A public art project by artist Kate Elliott

This project derives from an archive of over 100 family photos, the earliest of which dates from the turn of the nineteenth century. They had been discarded in a skip in Belsize Park, North London, where they were discovered by Shar Camilleri in early 2010.

It is a project about time. I am less concerned with the individual story behind each of the images, but more with a generic identity, that can be explored and extended according to the different experiences of everyone who sees them.

Drawing on universal feelings of loss, nostalgia, melancholy and hope, I take these photographs from their original and unknown context in the hope of creating new personal and intertwining narratives, individual to each image.

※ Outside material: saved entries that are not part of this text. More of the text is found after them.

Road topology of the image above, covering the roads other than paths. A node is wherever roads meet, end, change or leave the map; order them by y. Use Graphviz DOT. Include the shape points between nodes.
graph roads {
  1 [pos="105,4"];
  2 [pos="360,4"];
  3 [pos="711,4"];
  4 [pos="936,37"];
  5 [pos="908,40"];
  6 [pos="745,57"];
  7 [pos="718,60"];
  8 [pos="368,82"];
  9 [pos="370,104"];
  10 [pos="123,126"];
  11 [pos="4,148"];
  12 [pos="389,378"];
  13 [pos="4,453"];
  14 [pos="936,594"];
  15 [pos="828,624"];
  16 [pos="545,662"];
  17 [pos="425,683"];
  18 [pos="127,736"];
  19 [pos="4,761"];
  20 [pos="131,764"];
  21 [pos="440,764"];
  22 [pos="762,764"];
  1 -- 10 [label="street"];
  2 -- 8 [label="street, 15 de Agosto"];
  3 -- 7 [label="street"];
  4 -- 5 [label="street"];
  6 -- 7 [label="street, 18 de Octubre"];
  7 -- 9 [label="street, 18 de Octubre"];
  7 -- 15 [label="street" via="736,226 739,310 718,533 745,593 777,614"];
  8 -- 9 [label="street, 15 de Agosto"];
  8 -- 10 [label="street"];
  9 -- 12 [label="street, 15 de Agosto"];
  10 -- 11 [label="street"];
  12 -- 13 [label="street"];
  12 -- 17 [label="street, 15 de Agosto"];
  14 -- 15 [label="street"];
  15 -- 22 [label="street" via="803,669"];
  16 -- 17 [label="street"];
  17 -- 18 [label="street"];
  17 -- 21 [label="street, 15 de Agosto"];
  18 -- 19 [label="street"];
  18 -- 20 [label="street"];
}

While we are all connected by our personal memories, as well as by our ability to dream, we also crave a sense of belonging, and are pre-occupied with a continual and possibly never-ending search for identity in and through the lives of others.

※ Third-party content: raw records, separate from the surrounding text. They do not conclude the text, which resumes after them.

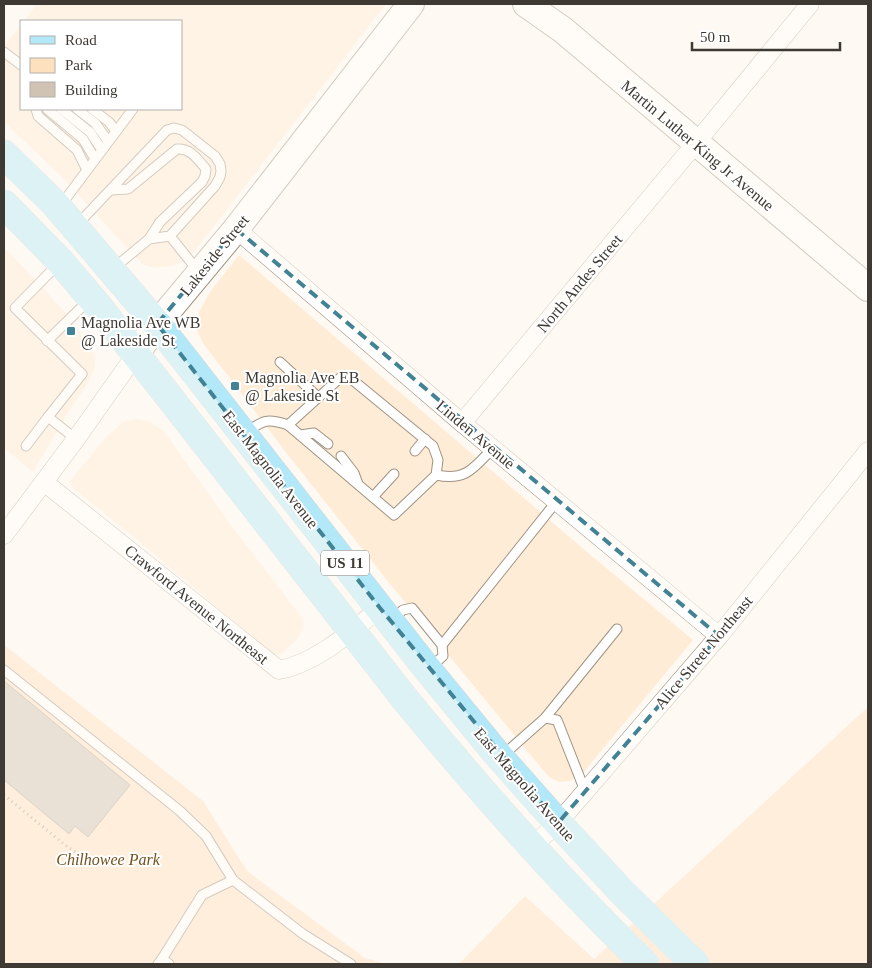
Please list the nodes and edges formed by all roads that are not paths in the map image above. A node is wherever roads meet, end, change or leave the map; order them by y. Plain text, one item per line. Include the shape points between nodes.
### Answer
1 (411, 4) edge
2 (526, 4) edge
3 (810, 4) edge
4 (4, 52) edge
5 (20, 64) edge
6 (36, 110) edge
7 (48, 110) edge
8 (62, 110) edge
9 (78, 110) edge
10 (93, 110) edge
11 (132, 110) edge
12 (116, 131) junction
13 (108, 141) junction
14 (696, 143) junction
15 (102, 150) junction
16 (4, 154) edge
17 (95, 159) junction
18 (87, 170) junction
19 (111, 190) junction
20 (4, 204) edge
21 (67, 218) junction
22 (236, 229) junction
23 (170, 236) junction
24 (149, 239) junction
25 (60, 261) junction
26 (112, 269) junction
27 (200, 273) junction
28 (868, 288) edge
29 (91, 298) junction
30 (157, 324) junction
31 (47, 341) junction
32 (136, 354) junction
33 (280, 362) dead end
34 (318, 397) junction
35 (48, 417) junction
36 (462, 423) junction
37 (288, 425) junction
38 (243, 433) junction
39 (300, 435) junction
40 (76, 439) junction
41 (425, 440) junction
42 (328, 444) dead end
43 (26, 446) dead end
44 (493, 448) junction
45 (415, 451) dead end
46 (868, 451) edge
47 (341, 456) dead end
48 (394, 474) dead end
49 (436, 475) junction
50 (44, 482) junction
51 (358, 484) junction
52 (373, 497) junction
53 (556, 502) junction
54 (4, 535) edge
55 (385, 614) junction
56 (617, 629) dead end
57 (352, 631) junction
58 (719, 636) junction
59 (442, 645) junction
60 (4, 670) edge
61 (428, 670) junction
62 (545, 718) junction
63 (500, 758) junction
64 (585, 791) junction
65 (558, 823) junction
66 (532, 847) junction
67 (233, 880) junction
68 (163, 962) edge
69 (351, 964) edge
70 (645, 964) edge
71 (695, 964) edge

1 - 22 street, Lakeside Street
2 - 14 street, Martin Luther King Jr Avenue via 563,30
3 - 14 street, North Andes Street
4 - 5 lane
6 - 18 lane via 38,116 77,150
7 - 17 lane via 83,140
8 - 15 lane via 90,132
9 - 13 lane via 95,123
10 - 12 lane
11 - 12 lane
12 - 13 lane
13 - 15 lane
14 - 28 street, Martin Luther King Jr Avenue
14 - 36 street, North Andes Street
15 - 17 lane
16 - 21 main road, East Magnolia Avenue / US 11
17 - 18 lane
18 - 21 lane
19 - 21 lane
19 - 23 lane via 166,130 182,130 215,156 221,171 215,186
19 - 24 lane via 128,188 177,149 190,152 206,169 202,182 160,222
20 - 25 main road, US 11
21 - 26 main road, East Magnolia Avenue / US 11
22 - 27 street, Lakeside Street
22 - 36 street, Linden Avenue
23 - 24 lane
23 - 27 lane
24 - 26 lane
25 - 29 main road, US 11
25 - 31 lane via 15,308
26 - 30 main road, East Magnolia Avenue / US 11
27 - 30 street, Lakeside Street
29 - 31 lane
29 - 32 main road, US 11
30 - 32 street, Lakeside Street
30 - 38 main road, East Magnolia Avenue / US 11
31 - 35 lane via 82,374
32 - 40 street, Lakeside Street
32 - 57 main road, US 11
33 - 34 lane
34 - 37 lane
34 - 41 lane via 341,377 349,377
35 - 40 lane
35 - 43 lane
36 - 44 street, Linden Avenue
37 - 38 lane via 263,421
37 - 39 lane
38 - 55 main road, East Magnolia Avenue / US 11
39 - 42 lane via 314,433
39 - 51 lane
40 - 50 street, Lakeside Street
41 - 45 lane
41 - 49 lane via 433,446 438,460
44 - 49 lane via 472,470 458,477
44 - 53 street, Linden Avenue
46 - 58 street, Alice Street Northeast
47 - 51 lane
48 - 52 lane
49 - 52 lane via 394,515
50 - 54 street, Lakeside Street
50 - 57 street, Crawford Avenue Northeast via 279,670 303,663
51 - 52 lane
53 - 58 street, Linden Avenue
53 - 59 lane
55 - 57 street, Crawford Avenue Northeast
55 - 59 lane via 412,608
55 - 61 main road, East Magnolia Avenue / US 11
56 - 62 lane
57 - 66 main road, US 11 via 456,762
58 - 64 street, Alice Street Northeast
59 - 61 lane via 443,656
60 - 67 lane via 180,811 206,836
61 - 63 main road, East Magnolia Avenue / US 11
62 - 63 lane
62 - 64 lane via 557,720
63 - 65 main road, East Magnolia Avenue / US 11
64 - 65 street, Alice Street Northeast
65 - 66 street, Alice Street Northeast
65 - 71 main road, East Magnolia Avenue / US 11
66 - 70 main road, US 11
67 - 68 lane via 202,895
67 - 69 lane via 303,934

Saturday 11 September 2010

The Dance - Crystal Palace

In September 2010, at Gingerline, I also showed The DanceScanned, then printed and framed (24”x30”), the image was propped up in an alcove of a converted Victorian shop, accompanied by a selected 1950s soundtrack. Guests were invited to sit down on a small stool to view the image, whilst listening to the music through headphones. I was interested in creating an intimate space between the viewer and the people in the image, and I wanted to bring to life the sense of celebration captured in the original photograph. In the viewer's presence and mind the people in the image were able to dance again, for the first time since the photograph was taken, approximately 60 years earlier.

The Dance at Crystal Palace

The Outing - Crystal Palace

I first showed The Outing at Gingerline, a pop-up restaurant and art space, in September 2010. It was displayed as a 3m x 2m digital projection. Visible through the windows of a Victorian shop front in Crystal Palace, the shadows and movement of the people and traffic outside produced a rippling effect on the glassy surface of the water in the photograph.